── Records supplied
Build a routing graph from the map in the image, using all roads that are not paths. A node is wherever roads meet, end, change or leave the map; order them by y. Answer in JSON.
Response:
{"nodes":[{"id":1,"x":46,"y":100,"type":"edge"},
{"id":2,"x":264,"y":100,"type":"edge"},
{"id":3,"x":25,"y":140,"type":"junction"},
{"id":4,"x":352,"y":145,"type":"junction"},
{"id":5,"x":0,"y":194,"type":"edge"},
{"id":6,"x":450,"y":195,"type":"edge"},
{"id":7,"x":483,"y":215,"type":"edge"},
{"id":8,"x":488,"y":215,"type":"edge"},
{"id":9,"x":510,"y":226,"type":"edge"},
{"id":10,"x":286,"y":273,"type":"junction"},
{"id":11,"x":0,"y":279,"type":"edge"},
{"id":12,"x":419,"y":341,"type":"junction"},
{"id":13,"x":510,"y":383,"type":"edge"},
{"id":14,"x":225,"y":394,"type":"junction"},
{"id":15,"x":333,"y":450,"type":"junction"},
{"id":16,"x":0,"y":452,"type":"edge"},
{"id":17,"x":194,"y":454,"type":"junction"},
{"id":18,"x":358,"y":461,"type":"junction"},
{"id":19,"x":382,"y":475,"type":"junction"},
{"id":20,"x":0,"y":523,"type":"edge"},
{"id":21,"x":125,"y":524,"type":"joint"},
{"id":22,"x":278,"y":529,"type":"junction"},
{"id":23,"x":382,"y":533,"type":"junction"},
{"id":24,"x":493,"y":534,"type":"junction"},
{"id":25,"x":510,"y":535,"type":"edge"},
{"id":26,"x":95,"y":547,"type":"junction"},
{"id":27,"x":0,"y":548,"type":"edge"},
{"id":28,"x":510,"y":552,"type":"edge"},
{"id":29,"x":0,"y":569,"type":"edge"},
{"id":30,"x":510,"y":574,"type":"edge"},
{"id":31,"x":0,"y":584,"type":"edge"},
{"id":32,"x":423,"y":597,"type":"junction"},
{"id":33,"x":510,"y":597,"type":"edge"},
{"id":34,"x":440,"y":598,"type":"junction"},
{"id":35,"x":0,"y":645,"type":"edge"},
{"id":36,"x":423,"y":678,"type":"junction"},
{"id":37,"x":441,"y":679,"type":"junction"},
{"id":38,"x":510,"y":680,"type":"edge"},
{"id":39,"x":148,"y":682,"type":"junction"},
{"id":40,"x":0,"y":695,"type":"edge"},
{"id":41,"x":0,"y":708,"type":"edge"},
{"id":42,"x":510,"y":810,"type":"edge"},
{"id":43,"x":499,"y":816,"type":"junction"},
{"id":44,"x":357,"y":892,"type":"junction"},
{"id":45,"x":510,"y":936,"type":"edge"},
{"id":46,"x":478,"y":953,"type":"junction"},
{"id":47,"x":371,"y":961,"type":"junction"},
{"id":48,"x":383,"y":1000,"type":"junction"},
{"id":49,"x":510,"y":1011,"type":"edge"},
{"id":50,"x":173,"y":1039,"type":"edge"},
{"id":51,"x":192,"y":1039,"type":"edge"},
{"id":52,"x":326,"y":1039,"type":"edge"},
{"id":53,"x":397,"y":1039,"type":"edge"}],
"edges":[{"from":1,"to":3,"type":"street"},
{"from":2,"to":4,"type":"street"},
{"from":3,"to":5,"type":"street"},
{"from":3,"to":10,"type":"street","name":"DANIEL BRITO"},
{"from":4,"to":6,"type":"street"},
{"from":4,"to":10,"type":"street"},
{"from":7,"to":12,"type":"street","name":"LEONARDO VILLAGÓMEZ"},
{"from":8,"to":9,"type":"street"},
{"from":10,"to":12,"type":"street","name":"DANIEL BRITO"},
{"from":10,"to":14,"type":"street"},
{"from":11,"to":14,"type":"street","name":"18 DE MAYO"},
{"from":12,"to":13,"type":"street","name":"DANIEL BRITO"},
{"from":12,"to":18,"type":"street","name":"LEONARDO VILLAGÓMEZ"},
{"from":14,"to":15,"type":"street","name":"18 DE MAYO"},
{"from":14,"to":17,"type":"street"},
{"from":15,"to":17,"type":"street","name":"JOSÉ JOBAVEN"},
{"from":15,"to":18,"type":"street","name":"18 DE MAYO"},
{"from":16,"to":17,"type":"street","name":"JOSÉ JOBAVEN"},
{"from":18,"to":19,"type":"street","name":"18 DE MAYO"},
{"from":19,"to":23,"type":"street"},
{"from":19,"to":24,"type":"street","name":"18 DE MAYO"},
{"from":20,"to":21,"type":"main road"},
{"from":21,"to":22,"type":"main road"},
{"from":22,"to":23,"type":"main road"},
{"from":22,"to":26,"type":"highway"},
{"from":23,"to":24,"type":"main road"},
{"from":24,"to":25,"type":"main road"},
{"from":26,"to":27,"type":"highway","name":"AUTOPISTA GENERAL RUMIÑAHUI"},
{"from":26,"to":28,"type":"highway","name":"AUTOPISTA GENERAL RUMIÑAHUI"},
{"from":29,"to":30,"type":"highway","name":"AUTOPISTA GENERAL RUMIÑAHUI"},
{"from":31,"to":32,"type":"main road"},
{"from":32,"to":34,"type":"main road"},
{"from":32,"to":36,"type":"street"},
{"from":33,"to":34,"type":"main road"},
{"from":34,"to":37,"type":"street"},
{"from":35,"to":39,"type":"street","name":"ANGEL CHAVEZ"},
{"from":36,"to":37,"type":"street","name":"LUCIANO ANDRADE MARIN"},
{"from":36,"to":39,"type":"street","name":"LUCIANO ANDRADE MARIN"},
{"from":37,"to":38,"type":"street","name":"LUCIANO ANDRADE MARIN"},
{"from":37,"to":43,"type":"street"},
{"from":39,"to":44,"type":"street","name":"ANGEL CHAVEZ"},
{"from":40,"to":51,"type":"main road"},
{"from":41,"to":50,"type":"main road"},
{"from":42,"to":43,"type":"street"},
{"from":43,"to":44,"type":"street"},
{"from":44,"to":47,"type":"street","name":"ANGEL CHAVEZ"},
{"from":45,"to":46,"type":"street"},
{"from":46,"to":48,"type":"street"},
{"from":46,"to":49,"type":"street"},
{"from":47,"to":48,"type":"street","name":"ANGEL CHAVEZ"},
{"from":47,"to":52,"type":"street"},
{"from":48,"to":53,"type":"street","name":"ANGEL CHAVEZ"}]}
────
── Records supplied
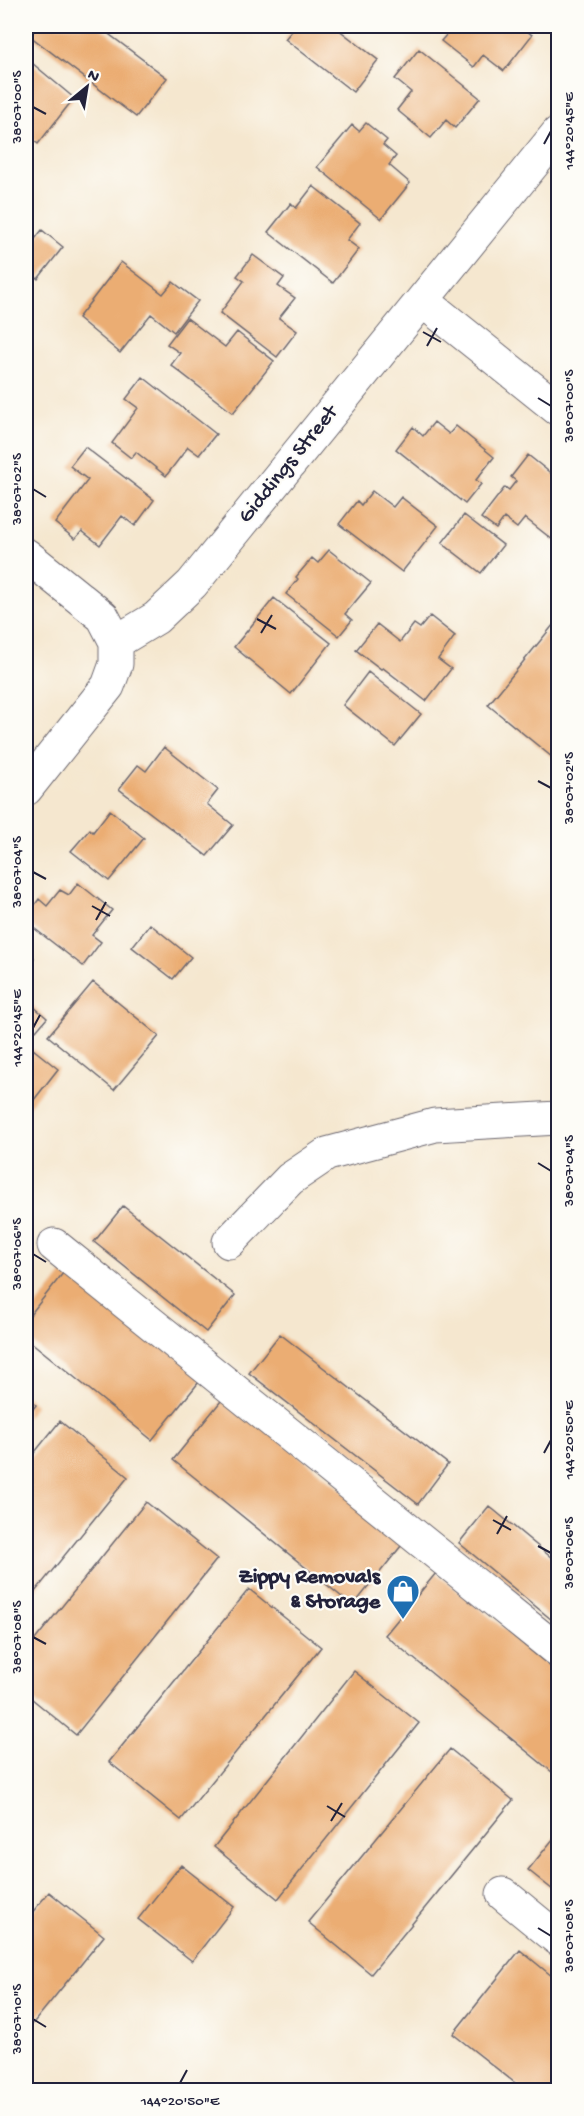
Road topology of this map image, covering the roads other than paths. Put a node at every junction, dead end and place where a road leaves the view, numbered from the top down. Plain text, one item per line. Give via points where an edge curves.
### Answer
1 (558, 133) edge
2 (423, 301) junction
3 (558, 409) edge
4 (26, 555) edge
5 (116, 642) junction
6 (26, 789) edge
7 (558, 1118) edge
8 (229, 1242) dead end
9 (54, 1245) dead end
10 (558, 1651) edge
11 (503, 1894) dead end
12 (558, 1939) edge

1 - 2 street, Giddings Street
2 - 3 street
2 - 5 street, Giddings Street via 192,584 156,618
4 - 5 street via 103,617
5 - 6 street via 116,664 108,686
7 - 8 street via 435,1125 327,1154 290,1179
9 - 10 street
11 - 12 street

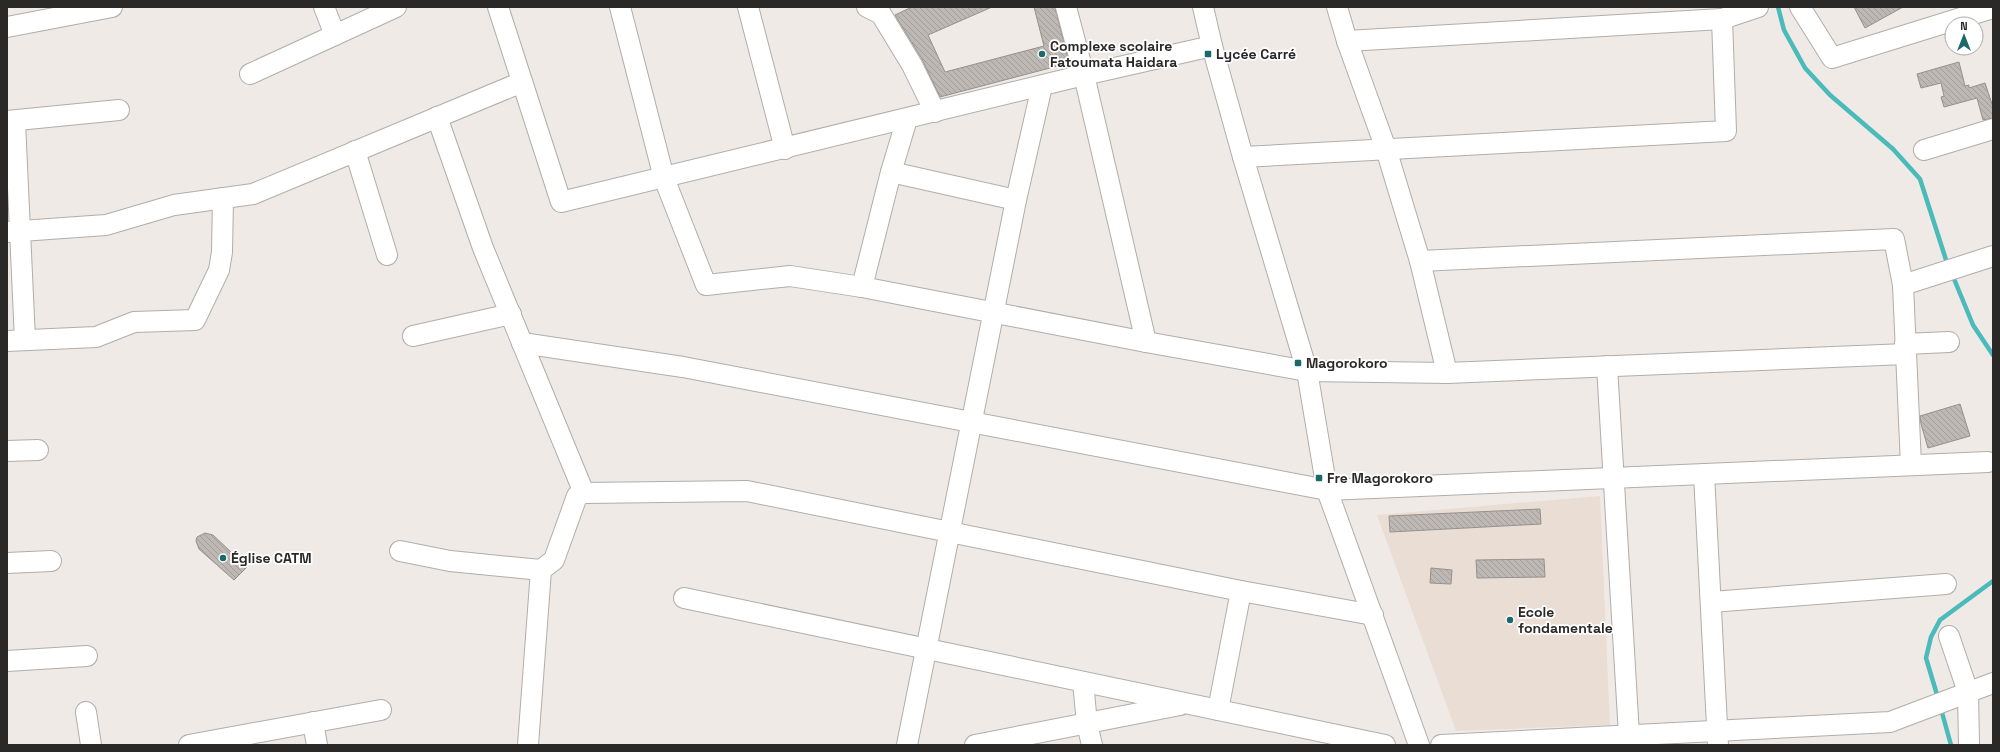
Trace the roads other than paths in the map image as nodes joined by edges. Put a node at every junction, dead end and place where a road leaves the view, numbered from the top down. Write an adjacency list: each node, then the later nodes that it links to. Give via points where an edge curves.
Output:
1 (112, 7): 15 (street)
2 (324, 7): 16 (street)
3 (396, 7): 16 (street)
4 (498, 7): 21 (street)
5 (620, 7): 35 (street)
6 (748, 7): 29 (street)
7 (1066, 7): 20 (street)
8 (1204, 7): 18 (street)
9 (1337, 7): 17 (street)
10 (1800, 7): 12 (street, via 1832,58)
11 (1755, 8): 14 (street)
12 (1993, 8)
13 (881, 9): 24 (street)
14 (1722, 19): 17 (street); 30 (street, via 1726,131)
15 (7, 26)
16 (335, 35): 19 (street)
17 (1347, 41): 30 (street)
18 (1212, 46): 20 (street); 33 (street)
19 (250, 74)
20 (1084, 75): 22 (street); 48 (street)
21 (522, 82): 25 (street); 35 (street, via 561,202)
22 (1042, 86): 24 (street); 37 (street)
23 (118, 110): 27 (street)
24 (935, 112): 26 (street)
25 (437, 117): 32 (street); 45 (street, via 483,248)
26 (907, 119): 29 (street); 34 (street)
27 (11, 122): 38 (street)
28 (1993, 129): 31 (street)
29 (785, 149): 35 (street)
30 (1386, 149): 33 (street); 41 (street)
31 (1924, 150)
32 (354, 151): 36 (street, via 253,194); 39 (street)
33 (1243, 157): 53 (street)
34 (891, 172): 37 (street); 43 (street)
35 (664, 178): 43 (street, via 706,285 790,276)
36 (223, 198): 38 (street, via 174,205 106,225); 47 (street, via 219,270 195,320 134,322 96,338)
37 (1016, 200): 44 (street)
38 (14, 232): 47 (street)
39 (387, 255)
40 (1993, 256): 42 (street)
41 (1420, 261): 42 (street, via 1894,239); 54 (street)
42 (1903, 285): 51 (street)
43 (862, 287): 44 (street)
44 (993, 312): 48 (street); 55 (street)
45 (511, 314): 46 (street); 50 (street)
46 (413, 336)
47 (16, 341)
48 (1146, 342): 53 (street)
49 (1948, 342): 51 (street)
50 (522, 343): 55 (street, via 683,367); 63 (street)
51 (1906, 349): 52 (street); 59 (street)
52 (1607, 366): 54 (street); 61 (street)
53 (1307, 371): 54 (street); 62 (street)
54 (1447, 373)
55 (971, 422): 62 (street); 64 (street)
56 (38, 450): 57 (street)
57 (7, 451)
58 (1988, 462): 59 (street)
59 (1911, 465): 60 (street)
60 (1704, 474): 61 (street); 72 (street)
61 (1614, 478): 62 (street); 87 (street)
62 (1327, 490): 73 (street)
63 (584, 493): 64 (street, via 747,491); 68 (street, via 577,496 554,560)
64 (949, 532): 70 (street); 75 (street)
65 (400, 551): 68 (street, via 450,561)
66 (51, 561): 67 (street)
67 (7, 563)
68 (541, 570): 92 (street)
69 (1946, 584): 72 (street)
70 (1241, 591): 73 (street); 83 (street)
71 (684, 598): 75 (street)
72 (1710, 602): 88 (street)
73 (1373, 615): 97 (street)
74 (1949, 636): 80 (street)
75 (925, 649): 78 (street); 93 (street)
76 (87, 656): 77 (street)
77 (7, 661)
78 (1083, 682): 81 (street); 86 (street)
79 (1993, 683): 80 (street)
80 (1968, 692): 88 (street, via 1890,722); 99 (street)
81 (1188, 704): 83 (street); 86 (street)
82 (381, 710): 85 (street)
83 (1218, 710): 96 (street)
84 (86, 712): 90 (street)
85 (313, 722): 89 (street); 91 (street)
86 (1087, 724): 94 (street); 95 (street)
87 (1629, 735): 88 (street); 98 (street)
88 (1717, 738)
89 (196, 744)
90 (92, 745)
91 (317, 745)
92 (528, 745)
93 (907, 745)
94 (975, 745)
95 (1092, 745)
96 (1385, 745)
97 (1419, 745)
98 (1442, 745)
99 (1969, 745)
────
# Work instruction
Once you have found every line above holding the word "ANGEL", copy those lines.

# Written answer
{"from":35,"to":39,"type":"street","name":"ANGEL CHAVEZ"},
{"from":39,"to":44,"type":"street","name":"ANGEL CHAVEZ"},
{"from":44,"to":47,"type":"street","name":"ANGEL CHAVEZ"},
{"from":47,"to":48,"type":"street","name":"ANGEL CHAVEZ"},
{"from":48,"to":53,"type":"street","name":"ANGEL CHAVEZ"}]}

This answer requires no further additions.